**Required action:**
Among the lines below, copy each one in which "edges" appears.
═══ Stored data
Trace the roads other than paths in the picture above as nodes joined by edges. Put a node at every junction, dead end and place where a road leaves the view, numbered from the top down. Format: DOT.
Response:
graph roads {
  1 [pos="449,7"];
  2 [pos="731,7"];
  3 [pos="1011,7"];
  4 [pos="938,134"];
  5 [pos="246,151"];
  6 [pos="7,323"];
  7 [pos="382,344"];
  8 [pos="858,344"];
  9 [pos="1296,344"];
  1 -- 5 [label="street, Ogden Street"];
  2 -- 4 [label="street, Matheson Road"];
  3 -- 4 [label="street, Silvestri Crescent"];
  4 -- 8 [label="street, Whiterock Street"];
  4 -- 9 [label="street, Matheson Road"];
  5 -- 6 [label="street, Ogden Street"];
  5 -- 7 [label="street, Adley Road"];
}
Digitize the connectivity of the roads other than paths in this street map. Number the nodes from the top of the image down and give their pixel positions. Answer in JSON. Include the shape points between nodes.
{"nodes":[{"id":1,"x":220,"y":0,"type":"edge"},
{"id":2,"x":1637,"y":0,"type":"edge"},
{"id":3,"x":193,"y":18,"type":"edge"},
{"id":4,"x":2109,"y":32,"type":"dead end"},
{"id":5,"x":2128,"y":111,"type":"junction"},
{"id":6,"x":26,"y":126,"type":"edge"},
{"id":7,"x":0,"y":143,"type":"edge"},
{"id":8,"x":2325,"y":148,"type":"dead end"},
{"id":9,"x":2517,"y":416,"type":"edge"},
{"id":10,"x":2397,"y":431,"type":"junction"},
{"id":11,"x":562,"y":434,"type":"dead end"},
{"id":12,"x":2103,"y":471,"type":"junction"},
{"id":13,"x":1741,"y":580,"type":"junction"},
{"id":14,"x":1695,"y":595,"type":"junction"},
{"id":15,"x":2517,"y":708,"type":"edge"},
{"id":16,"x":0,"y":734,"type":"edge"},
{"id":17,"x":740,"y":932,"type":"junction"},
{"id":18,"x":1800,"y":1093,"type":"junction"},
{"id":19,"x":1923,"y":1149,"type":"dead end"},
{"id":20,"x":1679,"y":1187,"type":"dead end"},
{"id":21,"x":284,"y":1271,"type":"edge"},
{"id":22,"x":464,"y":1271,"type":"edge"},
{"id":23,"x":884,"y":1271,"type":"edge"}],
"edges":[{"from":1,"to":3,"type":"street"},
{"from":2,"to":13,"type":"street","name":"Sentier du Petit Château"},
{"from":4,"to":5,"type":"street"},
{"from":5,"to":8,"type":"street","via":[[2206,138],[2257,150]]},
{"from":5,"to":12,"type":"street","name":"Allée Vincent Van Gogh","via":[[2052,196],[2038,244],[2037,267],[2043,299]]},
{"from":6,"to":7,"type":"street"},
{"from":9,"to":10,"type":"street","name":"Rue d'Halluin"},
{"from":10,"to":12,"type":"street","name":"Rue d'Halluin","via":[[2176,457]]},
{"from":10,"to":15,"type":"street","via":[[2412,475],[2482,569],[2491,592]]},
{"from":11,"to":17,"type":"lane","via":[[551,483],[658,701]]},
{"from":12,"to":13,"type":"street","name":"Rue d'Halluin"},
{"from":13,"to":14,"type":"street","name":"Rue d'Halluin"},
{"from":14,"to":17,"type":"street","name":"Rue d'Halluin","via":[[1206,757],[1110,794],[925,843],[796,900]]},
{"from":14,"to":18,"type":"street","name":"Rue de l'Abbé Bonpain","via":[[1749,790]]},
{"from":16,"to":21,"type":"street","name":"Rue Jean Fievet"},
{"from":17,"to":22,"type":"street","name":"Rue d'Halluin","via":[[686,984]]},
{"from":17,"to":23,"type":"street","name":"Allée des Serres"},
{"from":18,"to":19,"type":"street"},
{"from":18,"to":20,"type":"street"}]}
══════
**Answer:**
Trace the roads other than paths in the picture above as nodes joined by edges. Put a node at every junction, dead end and place where a road leaves the view, numbered from the top down. Format: DOT.
"edges":[{"from":1,"to":3,"type":"street"},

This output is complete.